> **Activity**
Find the lines of the records in which the word "from" appears and report how many there are, as a number alone.

> **Provided records**
- - - - - - -

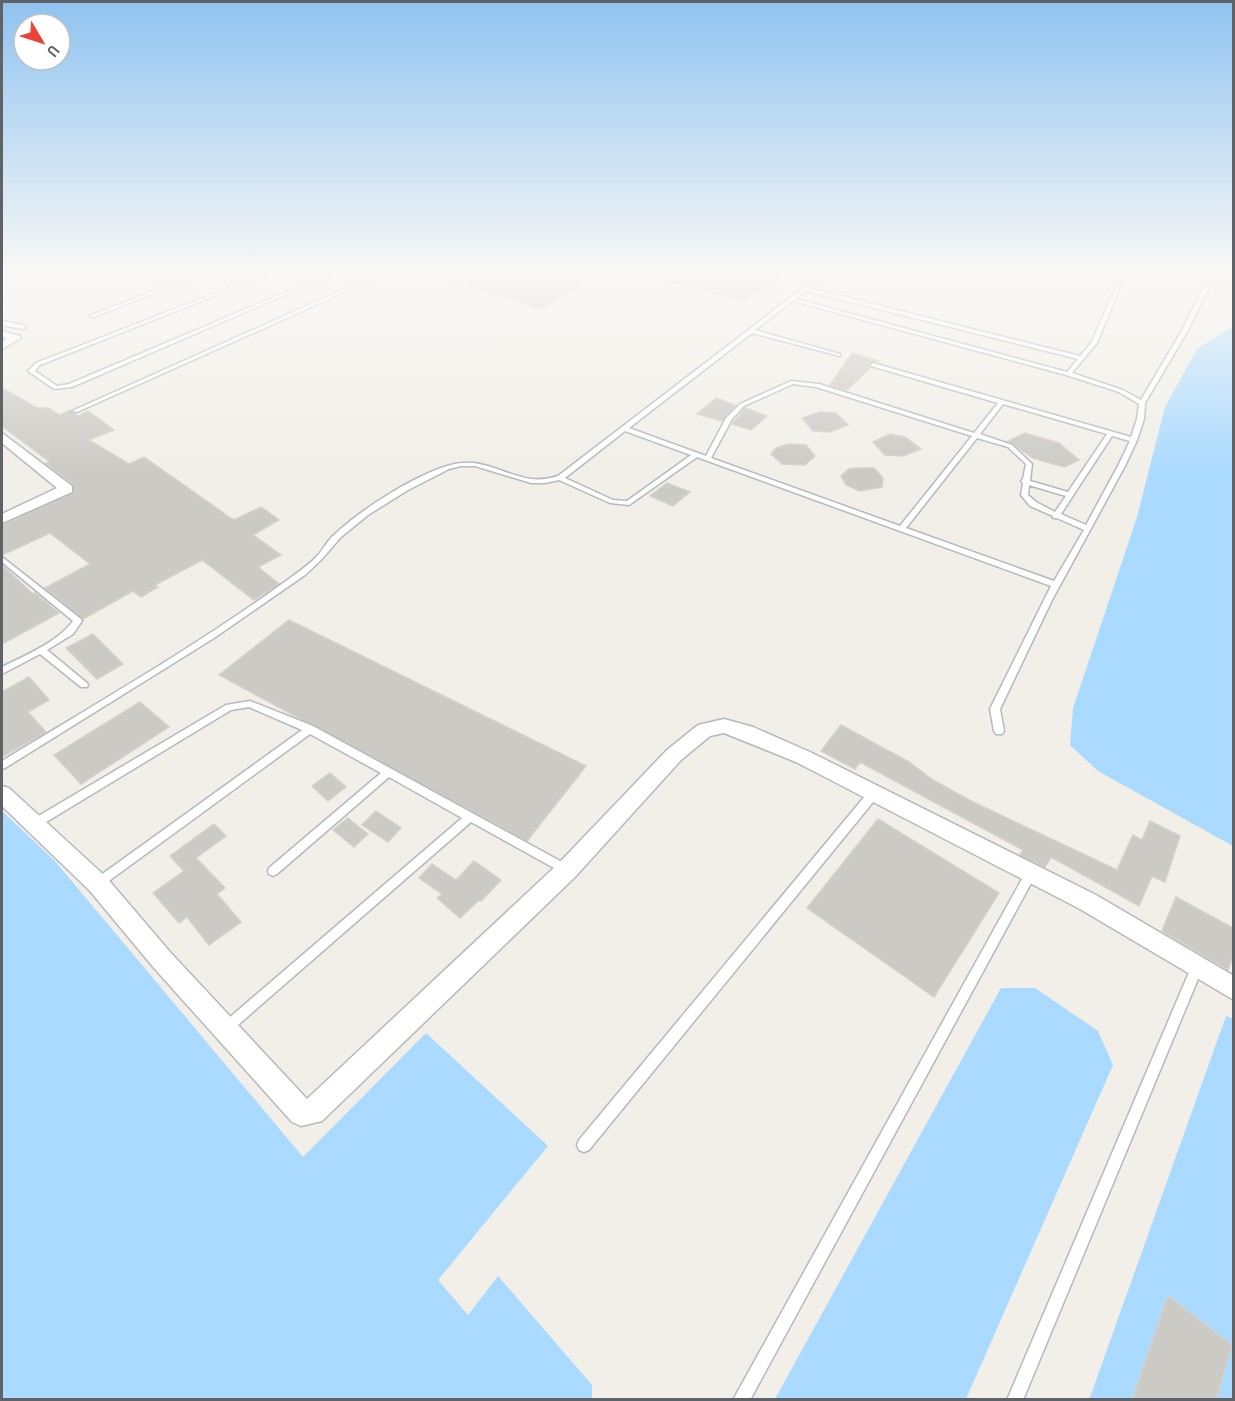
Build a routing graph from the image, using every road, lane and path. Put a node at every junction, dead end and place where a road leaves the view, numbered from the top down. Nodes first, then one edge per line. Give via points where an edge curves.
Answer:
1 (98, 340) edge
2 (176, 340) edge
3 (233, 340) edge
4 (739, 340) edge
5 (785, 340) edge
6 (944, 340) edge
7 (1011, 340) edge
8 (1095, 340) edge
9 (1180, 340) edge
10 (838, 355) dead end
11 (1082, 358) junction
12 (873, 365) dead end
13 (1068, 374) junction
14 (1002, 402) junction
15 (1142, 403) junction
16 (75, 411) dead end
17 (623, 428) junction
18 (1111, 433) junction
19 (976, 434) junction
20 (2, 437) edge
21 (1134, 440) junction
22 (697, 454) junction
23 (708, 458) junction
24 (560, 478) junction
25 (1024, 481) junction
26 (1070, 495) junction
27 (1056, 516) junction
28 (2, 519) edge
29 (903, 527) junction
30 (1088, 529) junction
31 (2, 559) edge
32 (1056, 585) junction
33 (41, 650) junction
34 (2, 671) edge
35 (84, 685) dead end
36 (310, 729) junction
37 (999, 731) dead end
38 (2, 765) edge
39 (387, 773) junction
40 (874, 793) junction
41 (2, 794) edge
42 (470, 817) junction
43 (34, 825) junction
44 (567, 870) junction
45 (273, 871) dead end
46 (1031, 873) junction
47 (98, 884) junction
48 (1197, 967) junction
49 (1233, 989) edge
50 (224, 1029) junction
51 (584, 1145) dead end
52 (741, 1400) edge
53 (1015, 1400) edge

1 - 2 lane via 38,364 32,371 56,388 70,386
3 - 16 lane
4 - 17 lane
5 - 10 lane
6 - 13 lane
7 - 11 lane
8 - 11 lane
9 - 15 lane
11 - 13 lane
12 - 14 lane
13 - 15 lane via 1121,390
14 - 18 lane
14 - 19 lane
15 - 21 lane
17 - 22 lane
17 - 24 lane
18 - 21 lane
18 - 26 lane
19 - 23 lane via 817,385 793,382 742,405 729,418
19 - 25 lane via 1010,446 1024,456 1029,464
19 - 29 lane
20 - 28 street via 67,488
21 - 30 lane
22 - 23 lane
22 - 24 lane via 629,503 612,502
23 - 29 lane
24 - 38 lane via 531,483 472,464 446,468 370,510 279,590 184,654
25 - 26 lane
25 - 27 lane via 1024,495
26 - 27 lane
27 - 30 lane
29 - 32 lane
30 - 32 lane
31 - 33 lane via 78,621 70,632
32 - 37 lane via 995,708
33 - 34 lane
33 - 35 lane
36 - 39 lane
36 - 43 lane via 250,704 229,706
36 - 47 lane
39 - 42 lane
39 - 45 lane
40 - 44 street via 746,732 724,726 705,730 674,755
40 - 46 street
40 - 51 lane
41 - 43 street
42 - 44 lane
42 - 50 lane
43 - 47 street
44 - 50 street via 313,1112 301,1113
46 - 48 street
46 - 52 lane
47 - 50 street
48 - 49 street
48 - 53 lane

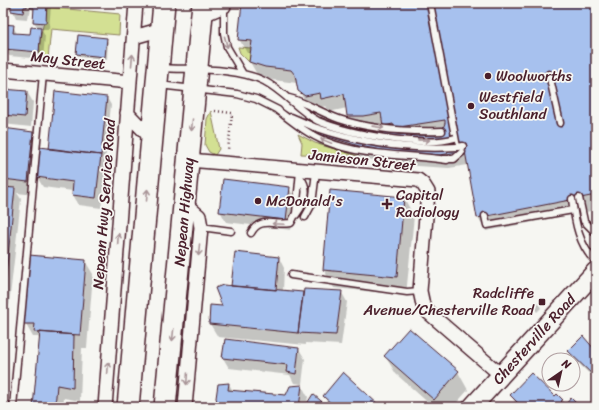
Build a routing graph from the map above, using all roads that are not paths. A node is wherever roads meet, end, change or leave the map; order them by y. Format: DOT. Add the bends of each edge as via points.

- - - - - - -

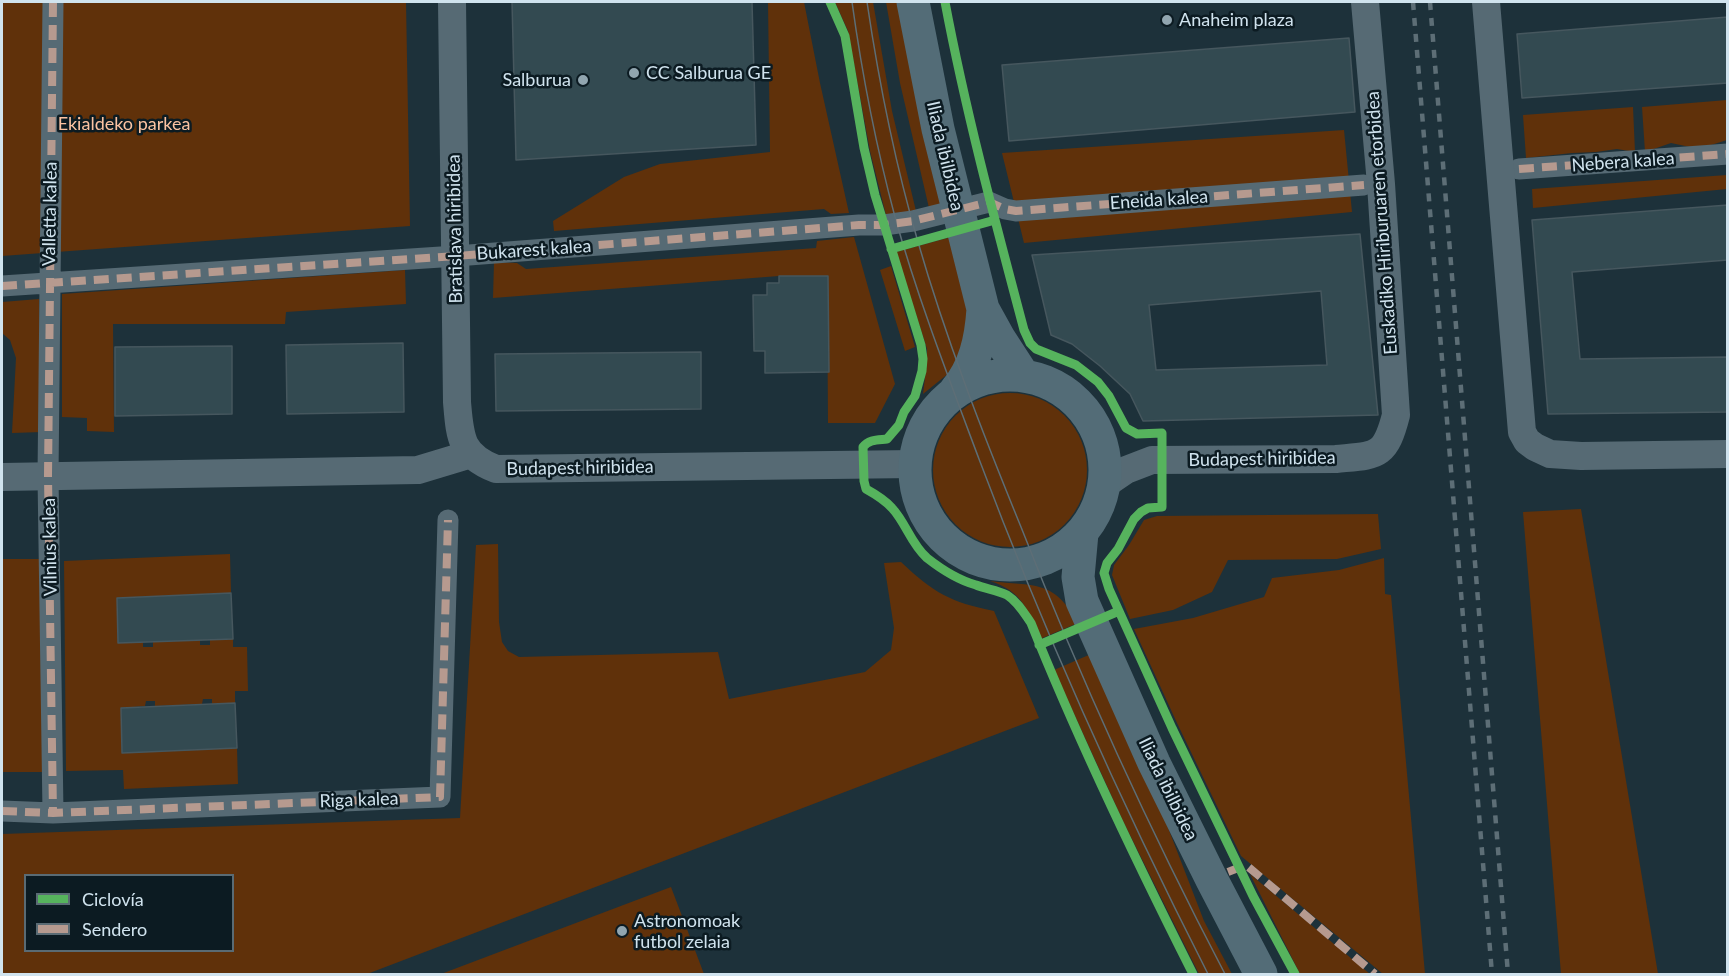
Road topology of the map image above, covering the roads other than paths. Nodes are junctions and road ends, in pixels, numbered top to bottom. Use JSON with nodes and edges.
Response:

- - - - - - -

> **Exercise result**
2